Despite my two serious complaints and one conceded complaint, I kept reading past the halfway point, because it was in fact quite readable. As a thriller, a turtle filled with WHY FOR THE LOVE OF GOD isn't uncommon, and sadly, the male-centricity isn't that uncommon either. If I had gone in expecting popcorn, I would probably have enjoyed it a lot. (If I had gone in expecting Dan Brown, I would have been disappointed by only having several ridiculously wrong things to complain about). I went in with a higher bar than popcorn, so it fell short, but it really is high quality popcorn. Three stars.

The Dream-Quest of Vellitt Boe (by Kij Johnson), and Agents of Dreamland (by Caitlin R Kiernan)
These go together for me - post-Lovecraftian Lovecraft novellas. The Dream-Quest is a lyrical dreamlike travelogue grounded in a sensible main character; Agents of Dreamland is X-Files jumpy and grim. Both are worthy.

Spell/Sword, The Riddle Box, and Asteroid Made of Dragons by G Derek Adams
A haughty wild mage and a squire with a square-shaped soul go on adventures and get chased by the anti-wild-mage death squad. Charming and sometimes funny and sometimes thoughtful, and altogether unpretentious. I enjoyed these and zoomed through them. Four small stars.
The Thief, The Queen of Attolia, The King of Attolia, A Conspiracy of Kings, and Thick as Thieves (by Megan Whalen Turner)
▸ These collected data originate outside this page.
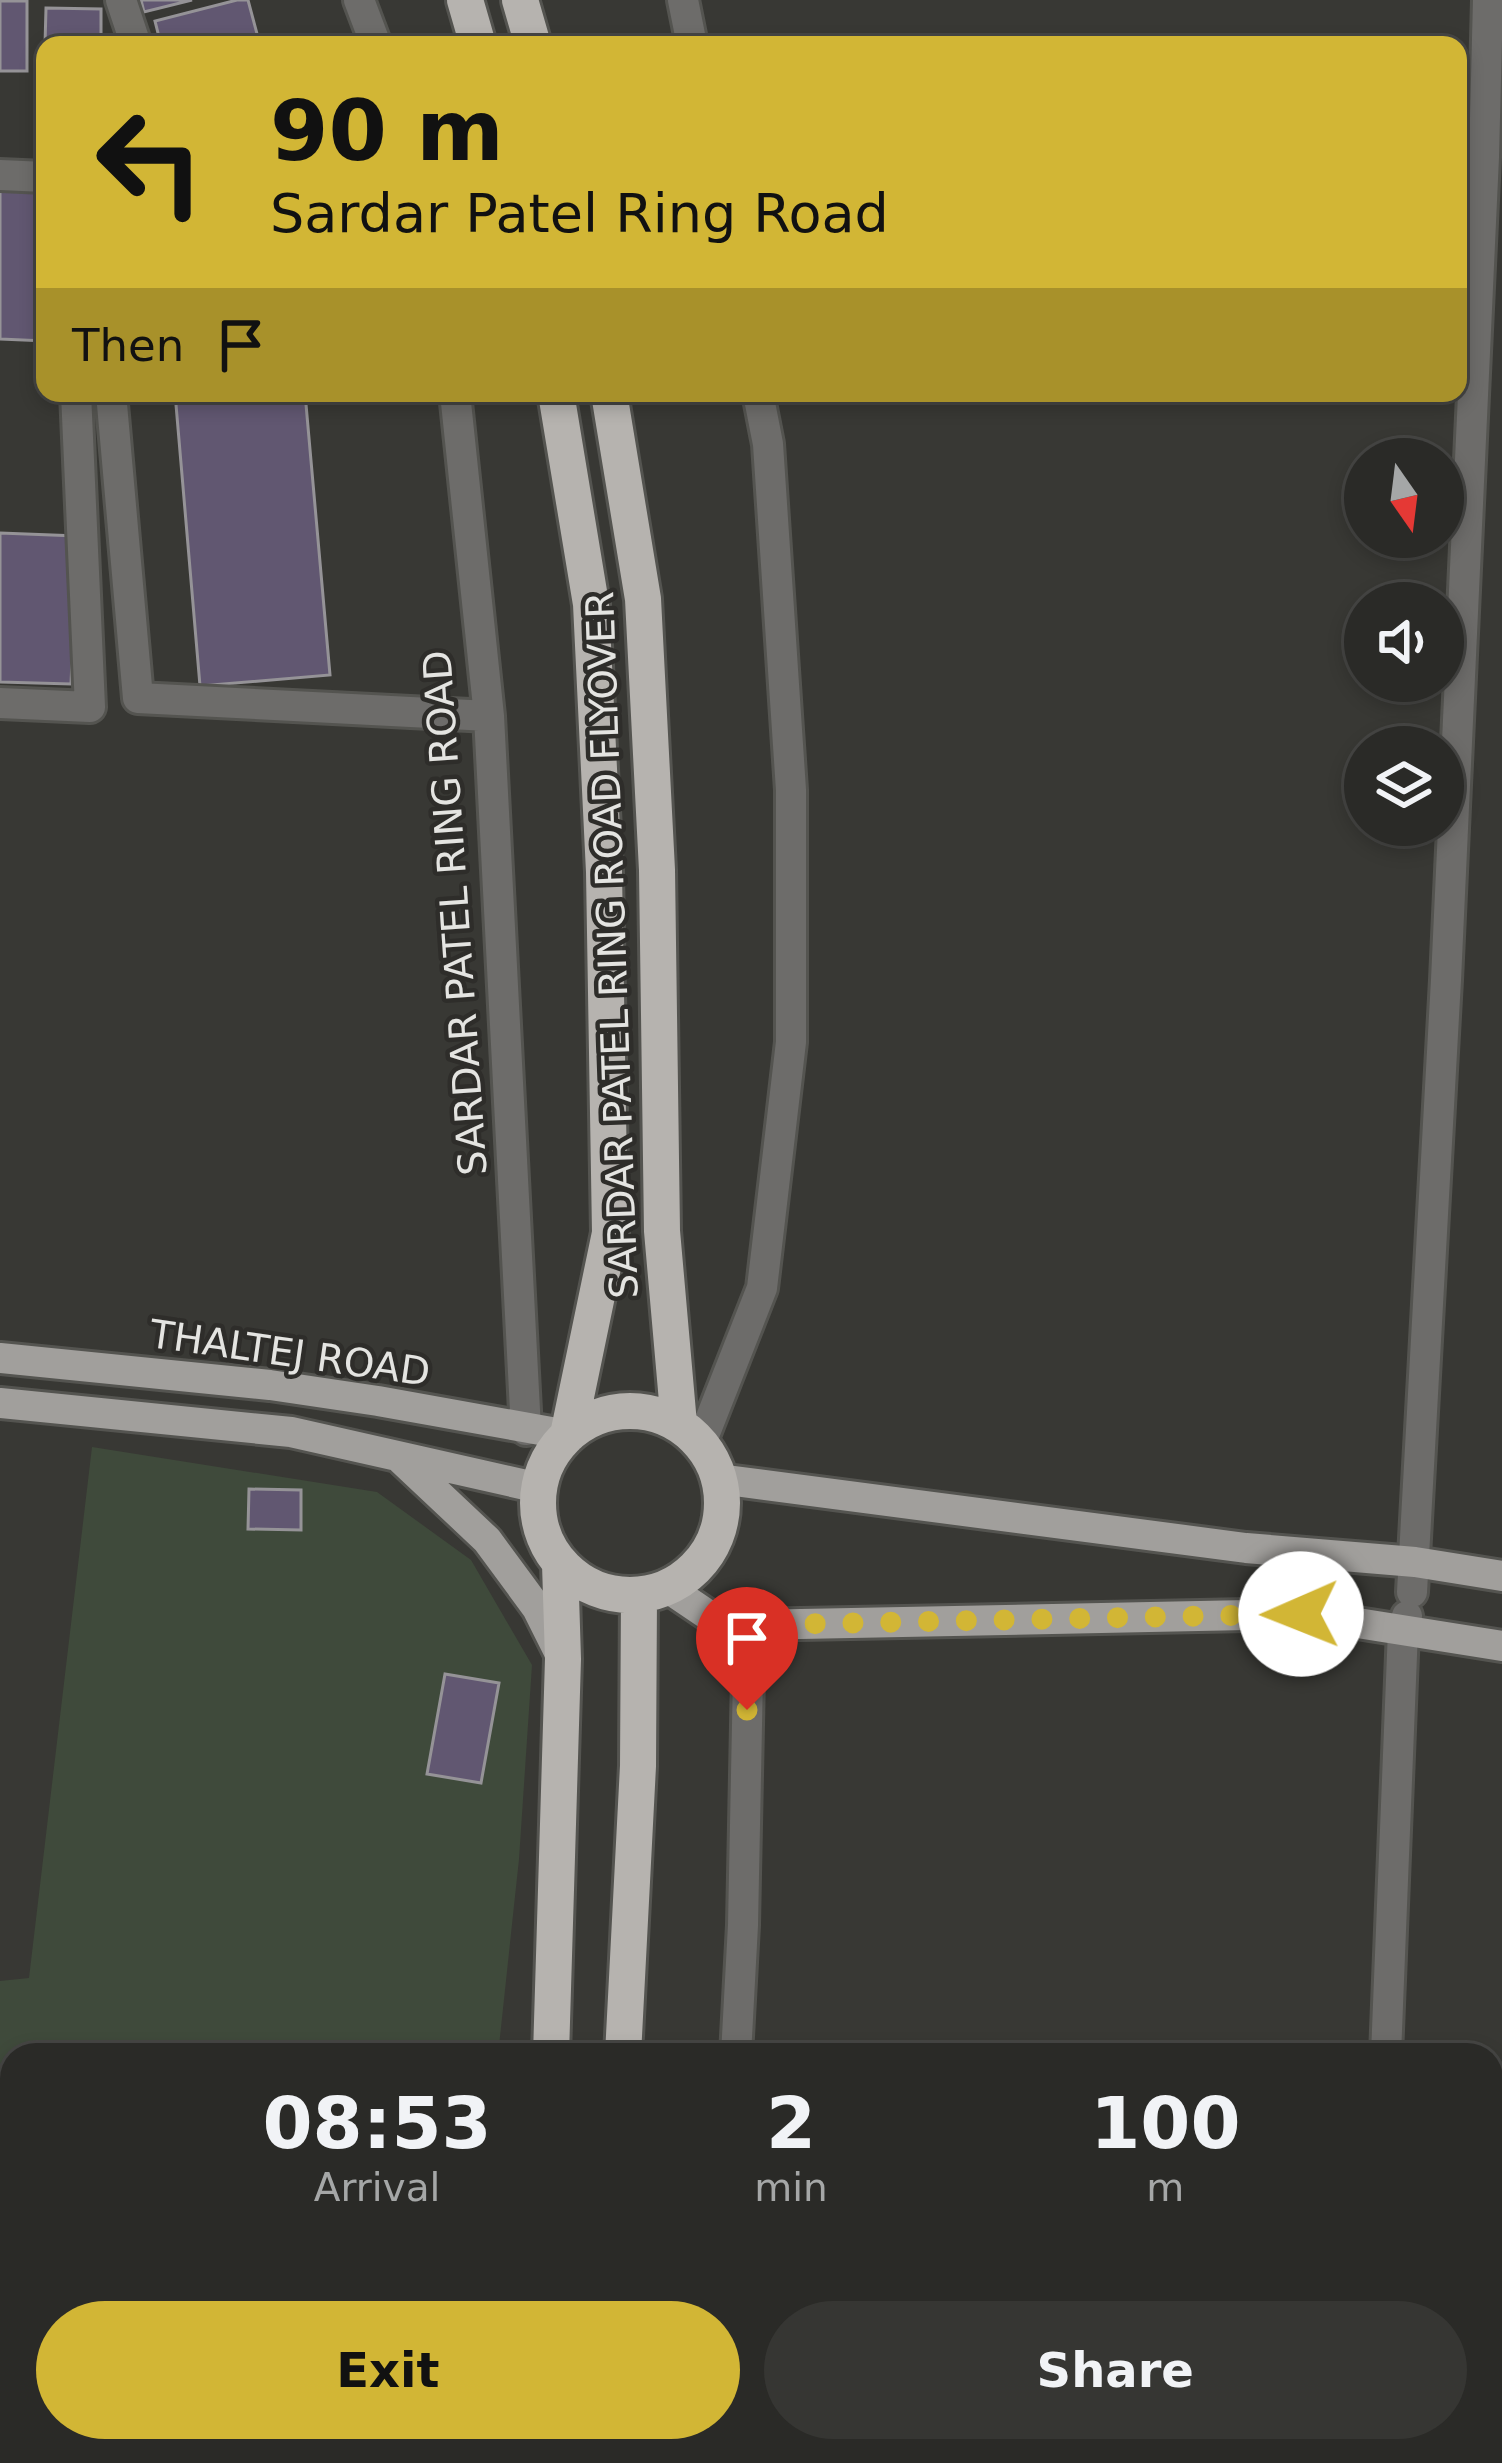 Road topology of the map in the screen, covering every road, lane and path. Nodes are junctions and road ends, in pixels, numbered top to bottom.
1 (121, 0) edge
2 (359, 0) edge
3 (466, 0) edge
4 (520, 0) edge
5 (683, 0) edge
6 (1488, 0) edge
7 (133, 36) edge
8 (373, 36) edge
9 (476, 36) edge
10 (530, 36) edge
11 (690, 36) edge
12 (0, 175) edge
13 (36, 177) edge
14 (76, 402) edge
15 (112, 402) edge
16 (455, 402) edge
17 (557, 402) edge
18 (610, 402) edge
19 (760, 402) edge
20 (0, 704) edge
21 (489, 716) junction
22 (0, 1358) edge
23 (0, 1403) edge
24 (526, 1430) junction
25 (690, 1433) junction
26 (568, 1436) junction
27 (400, 1458) junction
28 (719, 1479) junction
29 (538, 1488) junction
30 (560, 1564) junction
31 (1502, 1576) edge
32 (653, 1592) junction
33 (1409, 1600) junction
34 (749, 1625) junction
35 (1502, 1646) edge
36 (563, 1659) junction
37 (548, 2043) edge
38 (624, 2043) edge
39 (737, 2043) edge
40 (1387, 2043) edge

1 - 7 street
2 - 8 street
3 - 9 highway
4 - 10 highway
5 - 11 street
6 - 33 street
12 - 13 street
14 - 20 street
15 - 21 street
16 - 21 street, SARDAR PATEL RING ROAD
17 - 26 highway, SARDAR PATEL RING ROAD FLYOVER
18 - 25 highway, SARDAR PATEL RING ROAD FLYOVER
19 - 25 street
21 - 24 street, SARDAR PATEL RING ROAD
22 - 24 main road, THALTEJ ROAD
23 - 27 main road
24 - 26 main road, THALTEJ ROAD
25 - 26 highway
25 - 28 highway
26 - 29 highway
27 - 29 main road
27 - 36 main road
28 - 32 highway
28 - 33 main road
29 - 30 highway
30 - 32 highway
30 - 36 highway
31 - 33 main road
32 - 34 main road
32 - 38 highway
33 - 34 main road
33 - 35 main road
33 - 40 street
34 - 39 street
36 - 37 highway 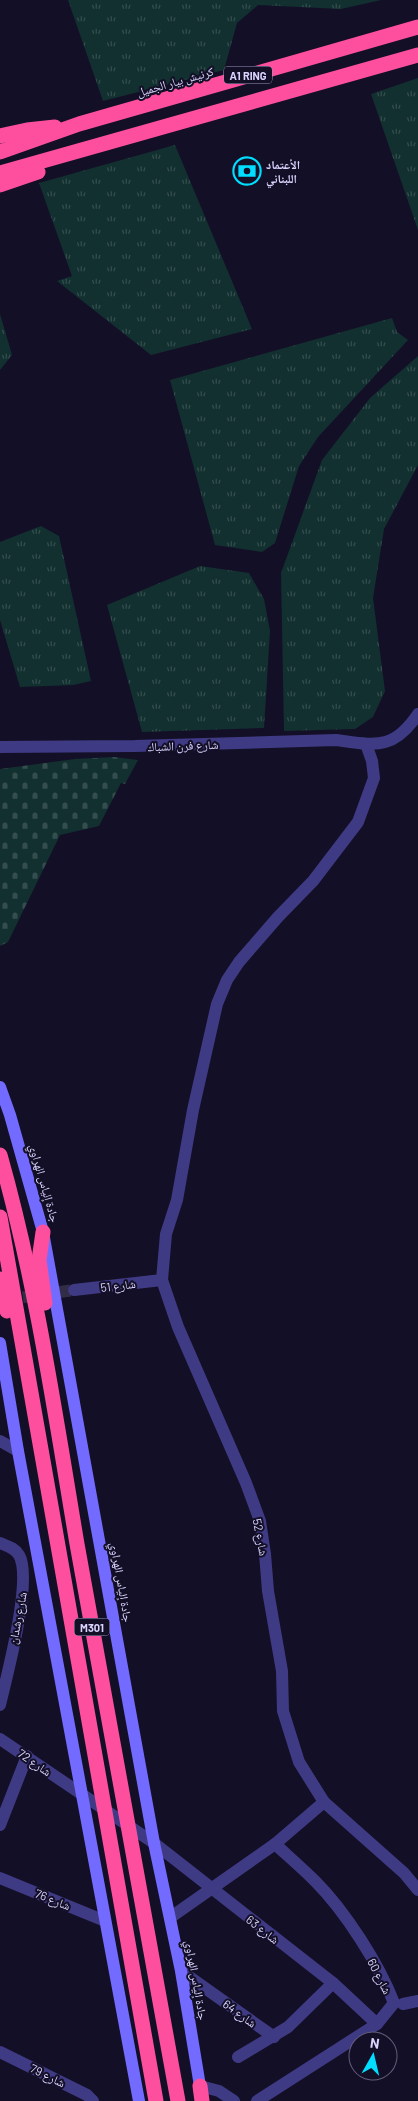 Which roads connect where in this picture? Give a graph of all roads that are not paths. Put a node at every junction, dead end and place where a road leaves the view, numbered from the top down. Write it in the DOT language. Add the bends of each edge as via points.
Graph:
graph roads {
  1 [pos="418,27"];
  2 [pos="418,55"];
  3 [pos="79,124"];
  4 [pos="0,136"];
  5 [pos="101,144"];
  6 [pos="0,152"];
  7 [pos="0,174"];
  8 [pos="0,185"];
  9 [pos="418,714"];
  10 [pos="366,744"];
  11 [pos="0,748"];
  12 [pos="0,1087"];
  13 [pos="0,1155"];
  14 [pos="0,1217"];
  15 [pos="43,1232"];
  16 [pos="0,1279"];
  17 [pos="162,1280"];
  18 [pos="74,1290"];
  19 [pos="23,1342"];
  20 [pos="0,1343"];
  21 [pos="48,1367"];
  22 [pos="0,1441"];
  23 [pos="18,1451"];
  24 [pos="0,1542"];
  25 [pos="0,1705"];
  26 [pos="0,1739"];
  27 [pos="27,1756"];
  28 [pos="324,1802"];
  29 [pos="0,1824"];
  30 [pos="150,1840"];
  31 [pos="275,1844"];
  32 [pos="0,1878"];
  33 [pos="212,1890"];
  34 [pos="418,1890"];
  35 [pos="171,1917"];
  36 [pos="105,1920"];
  37 [pos="181,1971"];
  38 [pos="333,1983"];
  39 [pos="418,2001"];
  40 [pos="404,2004"];
  41 [pos="377,2024"];
  42 [pos="274,2037"];
  43 [pos="0,2052"];
  44 [pos="238,2057"];
  45 [pos="200,2086"];
  46 [pos="93,2101"];
  47 [pos="139,2101"];
  48 [pos="156,2101"];
  49 [pos="178,2101"];
  50 [pos="202,2101"];
  51 [pos="234,2101"];
  52 [pos="257,2101"];
  1 -- 3 [label="highway, كرنيش بيار الجميل / A1 RING"];
  2 -- 5 [label="highway, A1 RING"];
  3 -- 4 [label="highway"];
  3 -- 6 [label="highway, كرنيش بيار الجميل / A1 RING"];
  5 -- 7 [label="highway, A1 RING"];
  5 -- 8 [label="highway"];
  9 -- 10 [label="street, شارع فرن الشباك" via="398,737 384,744"];
  10 -- 11 [label="street, شارع فرن الشباك" via="336,740"];
  10 -- 17 [label="street" via="374,778 358,822 313,882 239,962 216,1004 177,1200 166,1234"];
  12 -- 15 [label="street, جادة إلياس الهراوي"];
  13 -- 21 [label="highway, M301" via="18,1216"];
  14 -- 19 [label="highway, M301"];
  15 -- 21 [label="highway" via="39,1260 49,1330"];
  15 -- 30 [label="street, جادة إلياس الهراوي"];
  16 -- 19 [label="highway" via="8,1315"];
  17 -- 18 [label="street, شارع 51"];
  17 -- 28 [label="street, شارع 52" via="178,1327 260,1521 282,1671 283,1711 299,1762"];
  19 -- 48 [label="highway, M301"];
  20 -- 23 [label="street"];
  21 -- 49 [label="highway, M301"];
  22 -- 23 [label="street"];
  23 -- 36 [label="street"];
  24 -- 25 [label="street, شارع رشدان" via="20,1555 24,1591"];
  26 -- 27 [label="street, شارع 72"];
  27 -- 29 [label="street"];
  27 -- 30 [label="street, شارع 72"];
  28 -- 31 [label="street"];
  28 -- 34 [label="street, شارع 52" via="404,1873"];
  30 -- 33 [label="street, شارع 63"];
  30 -- 35 [label="street, جادة إلياس الهراوي"];
  31 -- 33 [label="street"];
  31 -- 41 [label="street, شارع 60" via="316,1882 354,1931 384,1979 394,2003"];
  32 -- 36 [label="street, شارع 76"];
  33 -- 35 [label="street"];
  33 -- 38 [label="street, شارع 63"];
  35 -- 37 [label="street, جادة إلياس الهراوي"];
  36 -- 47 [label="street"];
  37 -- 42 [label="street, شارع 64"];
  37 -- 45 [label="street, جادة إلياس الهراوي"];
  38 -- 41 [label="street, شارع 63"];
  38 -- 42 [label="street, شارع 64"];
  39 -- 40 [label="street"];
  41 -- 52 [label="street, شارع 60"];
  42 -- 44 [label="street, شارع 64"];
  43 -- 46 [label="street, شارع 79" via="87,2095"];
  45 -- 50 [label="highway"];
  45 -- 51 [label="street" via="219,2091"];
} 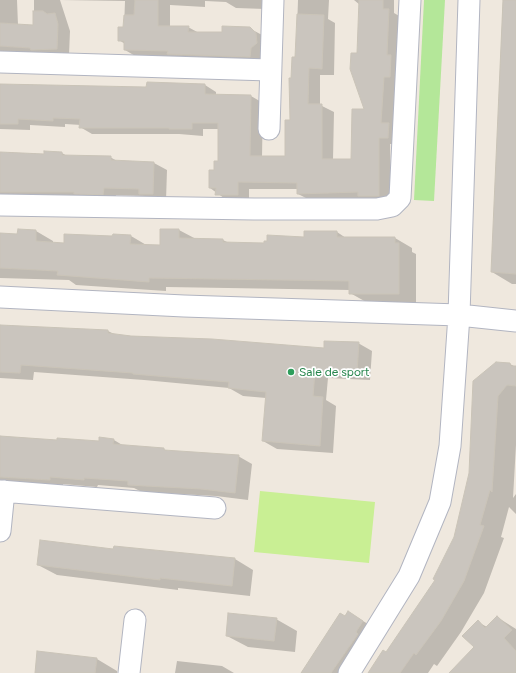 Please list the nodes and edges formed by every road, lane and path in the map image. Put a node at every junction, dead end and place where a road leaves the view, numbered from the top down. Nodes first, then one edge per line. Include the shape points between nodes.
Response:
1 (273, 0) edge
2 (410, 0) edge
3 (469, 0) edge
4 (0, 62) edge
5 (270, 70) junction
6 (269, 129) dead end
7 (0, 205) edge
8 (0, 297) edge
9 (459, 315) junction
10 (516, 321) edge
11 (2, 491) edge
12 (215, 508) dead end
13 (0, 532) edge
14 (135, 620) dead end
15 (129, 673) edge
16 (349, 673) edge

These are lovely. I listened to these on audioboook, and ran straight through my excess Audible buffer. They're a series, but each of them has its own stopping point, and they're very different as far as plot. The first book is fairly simple - a travel quest and dungeon crawl, with an unreliable narrator and character building. It's the most slow moving of the series, and it took me a while to get hooked, but the banter is sparkly and all the characters feel solid and true. The second is darker and more dramatic; the third has some Comedy of Manners to it, and the fourth and fifth focus on new characters. The setting is an interesting squabble-of-small-kingdoms overshadowed by larger empires that might eat all of them if given a good political chance. Oh, and also there's a lot of the Respect for a Worthy Adversary dynamic. Four and a half stars.